About this task: When you transcribe the lines below, keep every word the same and leave the pictures behind.

*** The data ***

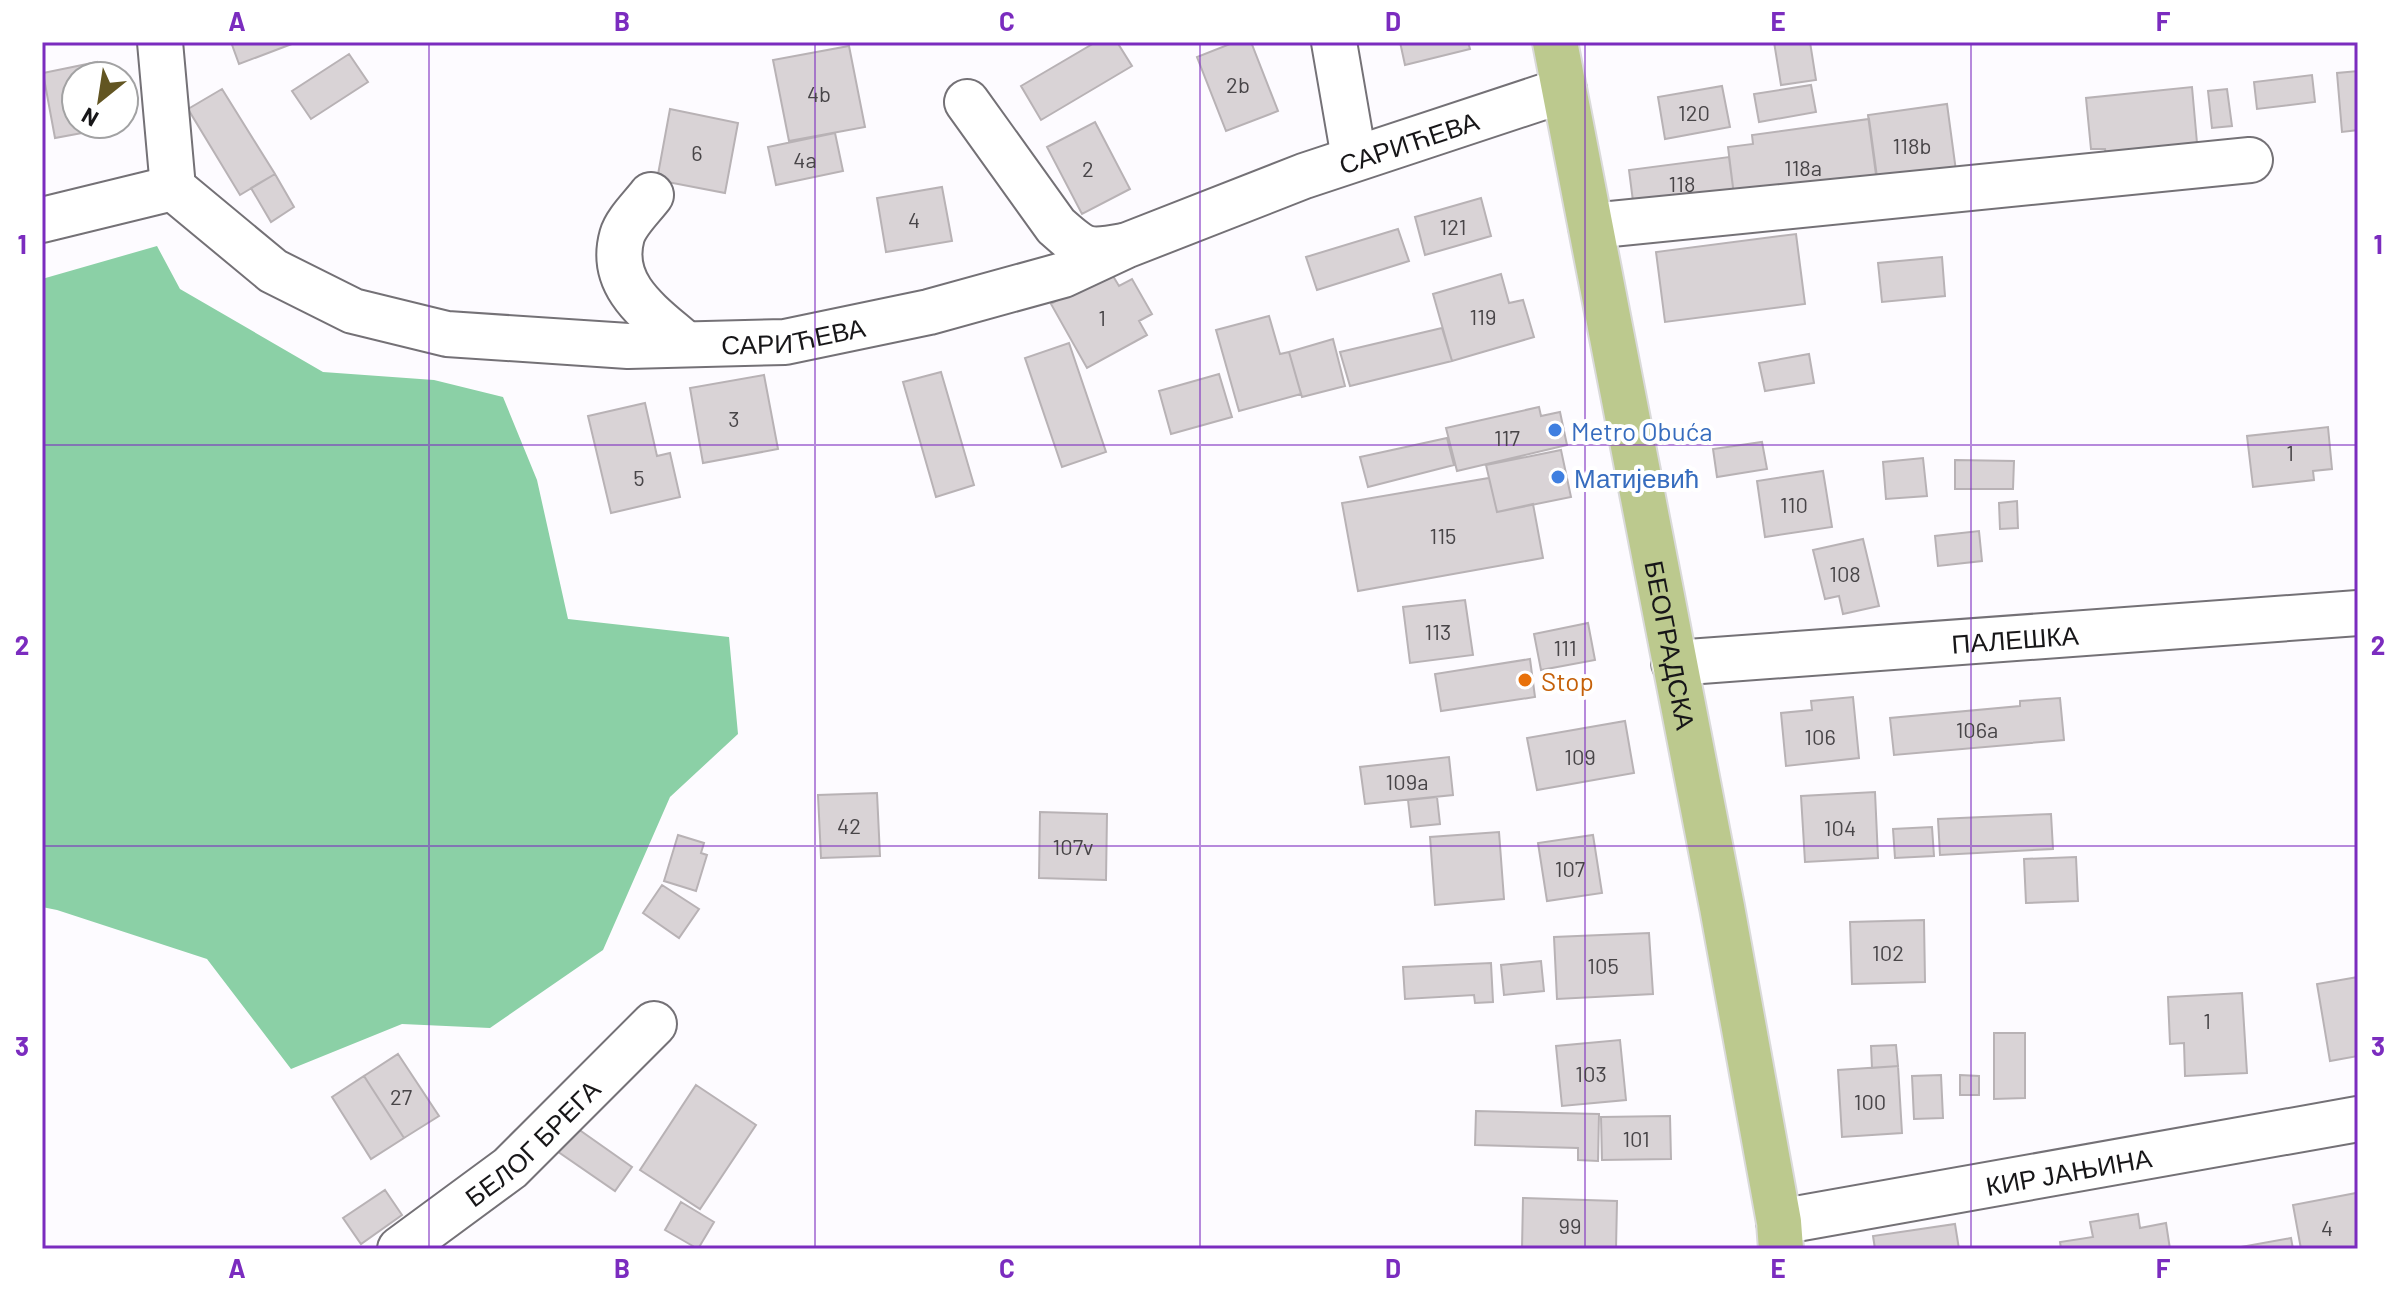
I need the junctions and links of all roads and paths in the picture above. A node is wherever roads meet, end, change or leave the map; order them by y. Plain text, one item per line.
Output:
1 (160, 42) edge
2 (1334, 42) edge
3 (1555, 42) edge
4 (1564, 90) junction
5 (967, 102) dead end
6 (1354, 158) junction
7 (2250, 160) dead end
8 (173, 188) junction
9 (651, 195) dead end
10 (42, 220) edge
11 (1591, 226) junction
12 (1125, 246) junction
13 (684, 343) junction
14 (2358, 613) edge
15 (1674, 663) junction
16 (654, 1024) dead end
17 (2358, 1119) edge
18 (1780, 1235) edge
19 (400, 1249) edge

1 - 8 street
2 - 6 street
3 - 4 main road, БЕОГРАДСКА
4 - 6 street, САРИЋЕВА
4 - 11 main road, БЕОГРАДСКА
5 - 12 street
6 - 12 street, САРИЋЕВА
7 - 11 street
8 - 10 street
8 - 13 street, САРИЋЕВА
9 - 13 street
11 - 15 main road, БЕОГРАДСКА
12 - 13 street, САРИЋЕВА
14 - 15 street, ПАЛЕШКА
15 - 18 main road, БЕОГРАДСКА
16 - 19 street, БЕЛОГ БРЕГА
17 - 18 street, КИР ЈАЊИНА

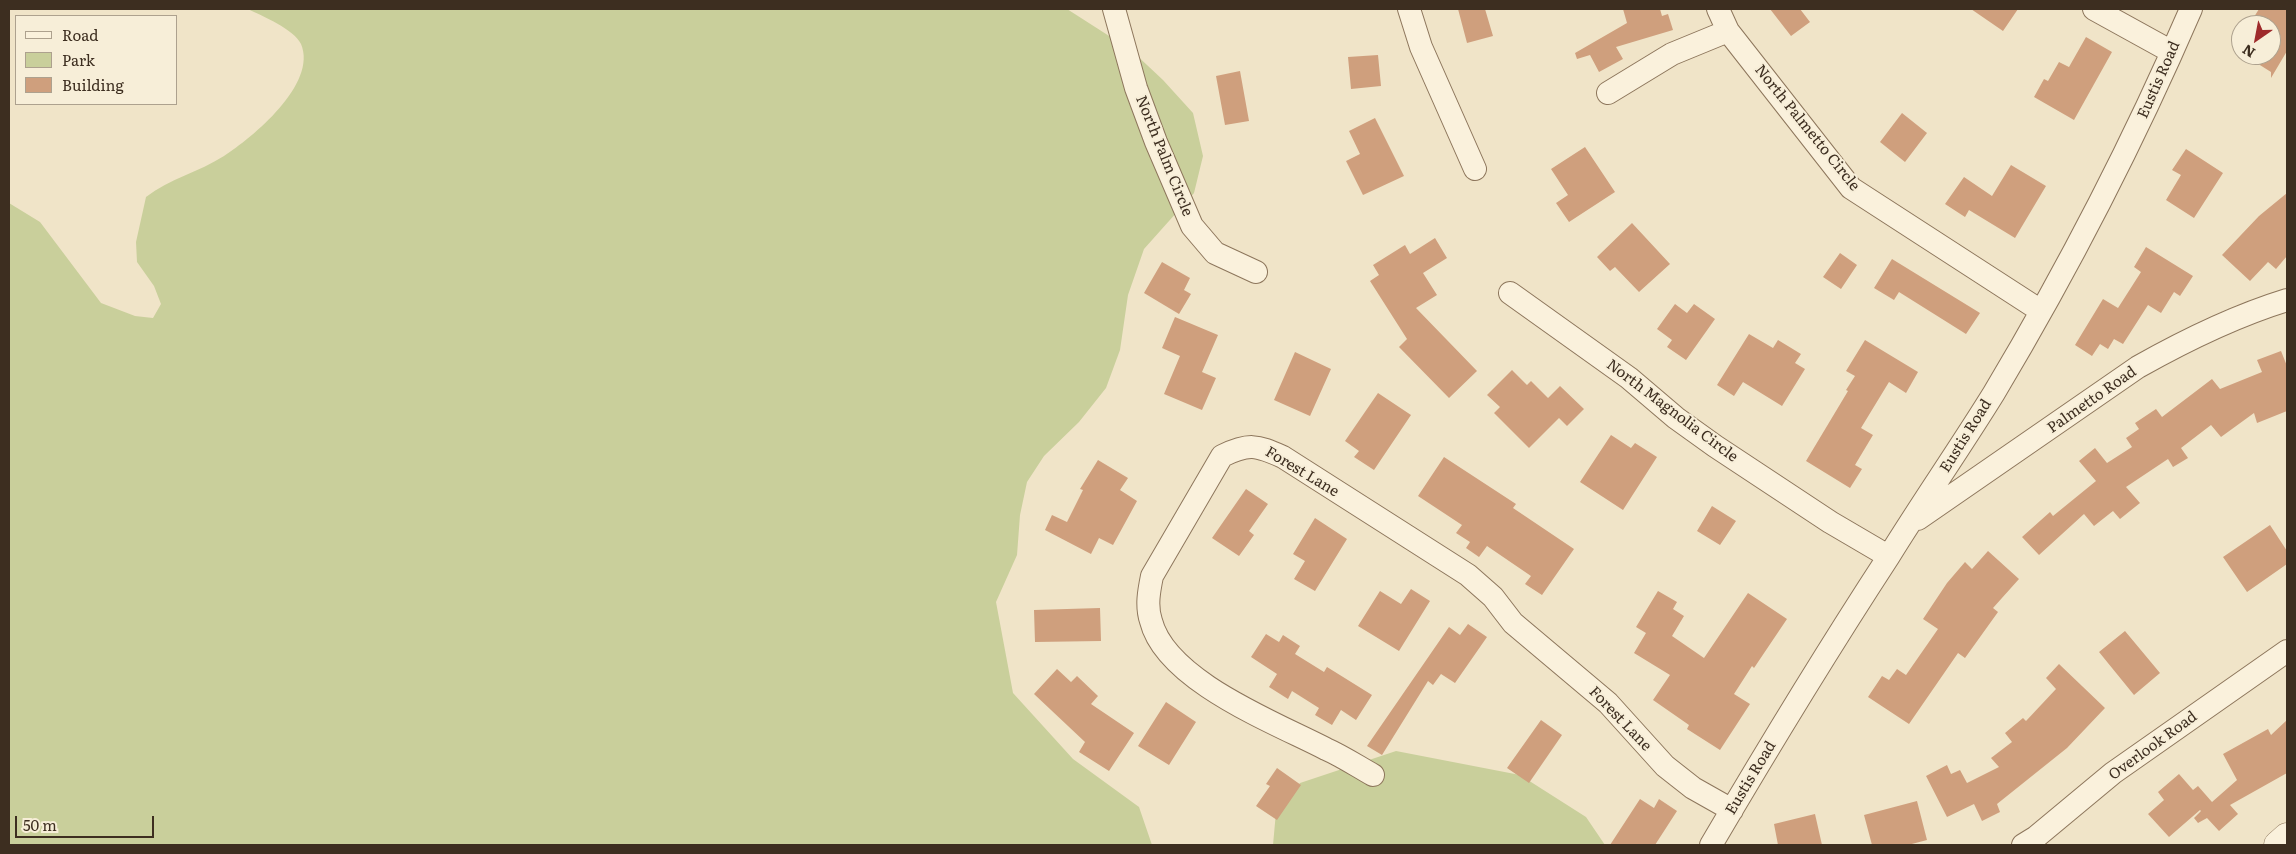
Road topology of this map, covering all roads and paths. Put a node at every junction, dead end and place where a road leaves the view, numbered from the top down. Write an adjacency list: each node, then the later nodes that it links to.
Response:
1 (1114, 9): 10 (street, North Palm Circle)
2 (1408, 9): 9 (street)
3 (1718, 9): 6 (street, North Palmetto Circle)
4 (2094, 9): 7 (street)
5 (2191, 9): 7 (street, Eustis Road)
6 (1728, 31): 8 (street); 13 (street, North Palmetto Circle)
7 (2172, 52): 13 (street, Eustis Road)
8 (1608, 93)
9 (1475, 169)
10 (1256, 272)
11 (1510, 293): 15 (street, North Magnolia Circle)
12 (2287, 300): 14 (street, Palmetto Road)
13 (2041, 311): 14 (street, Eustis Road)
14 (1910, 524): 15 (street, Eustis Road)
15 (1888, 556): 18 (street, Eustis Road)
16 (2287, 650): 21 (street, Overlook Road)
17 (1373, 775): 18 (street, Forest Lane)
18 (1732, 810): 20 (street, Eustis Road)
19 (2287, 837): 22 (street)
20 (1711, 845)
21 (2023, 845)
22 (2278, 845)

*** End of The data ***

Task solution:
I need the junctions and links of all roads and paths in the picture above. A node is wherever roads meet, end, change or leave the map; order them by y. Plain text, one item per line.
Output:
1 (160, 42) edge
2 (1334, 42) edge
3 (1555, 42) edge
4 (1564, 90) junction
5 (967, 102) dead end
6 (1354, 158) junction
7 (2250, 160) dead end
8 (173, 188) junction
9 (651, 195) dead end
10 (42, 220) edge
11 (1591, 226) junction
12 (1125, 246) junction
13 (684, 343) junction
14 (2358, 613) edge
15 (1674, 663) junction
16 (654, 1024) dead end
17 (2358, 1119) edge
18 (1780, 1235) edge
19 (400, 1249) edge

1 - 8 street
2 - 6 street
3 - 4 main road, БЕОГРАДСКА
4 - 6 street, САРИЋЕВА
4 - 11 main road, БЕОГРАДСКА
5 - 12 street
6 - 12 street, САРИЋЕВА
7 - 11 street
8 - 10 street
8 - 13 street, САРИЋЕВА
9 - 13 street
11 - 15 main road, БЕОГРАДСКА
12 - 13 street, САРИЋЕВА
14 - 15 street, ПАЛЕШКА
15 - 18 main road, БЕОГРАДСКА
16 - 19 street, БЕЛОГ БРЕГА
17 - 18 street, КИР ЈАЊИНА

Road topology of this map, covering all roads and paths. Put a node at every junction, dead end and place where a road leaves the view, numbered from the top down. Write an adjacency list: each node, then the later nodes that it links to.
Response:
1 (1114, 9): 10 (street, North Palm Circle)
2 (1408, 9): 9 (street)
3 (1718, 9): 6 (street, North Palmetto Circle)
4 (2094, 9): 7 (street)
5 (2191, 9): 7 (street, Eustis Road)
6 (1728, 31): 8 (street); 13 (street, North Palmetto Circle)
7 (2172, 52): 13 (street, Eustis Road)
8 (1608, 93)
9 (1475, 169)
10 (1256, 272)
11 (1510, 293): 15 (street, North Magnolia Circle)
12 (2287, 300): 14 (street, Palmetto Road)
13 (2041, 311): 14 (street, Eustis Road)
14 (1910, 524): 15 (street, Eustis Road)
15 (1888, 556): 18 (street, Eustis Road)
16 (2287, 650): 21 (street, Overlook Road)
17 (1373, 775): 18 (street, Forest Lane)
18 (1732, 810): 20 (street, Eustis Road)
19 (2287, 837): 22 (street)
20 (1711, 845)
21 (2023, 845)
22 (2278, 845)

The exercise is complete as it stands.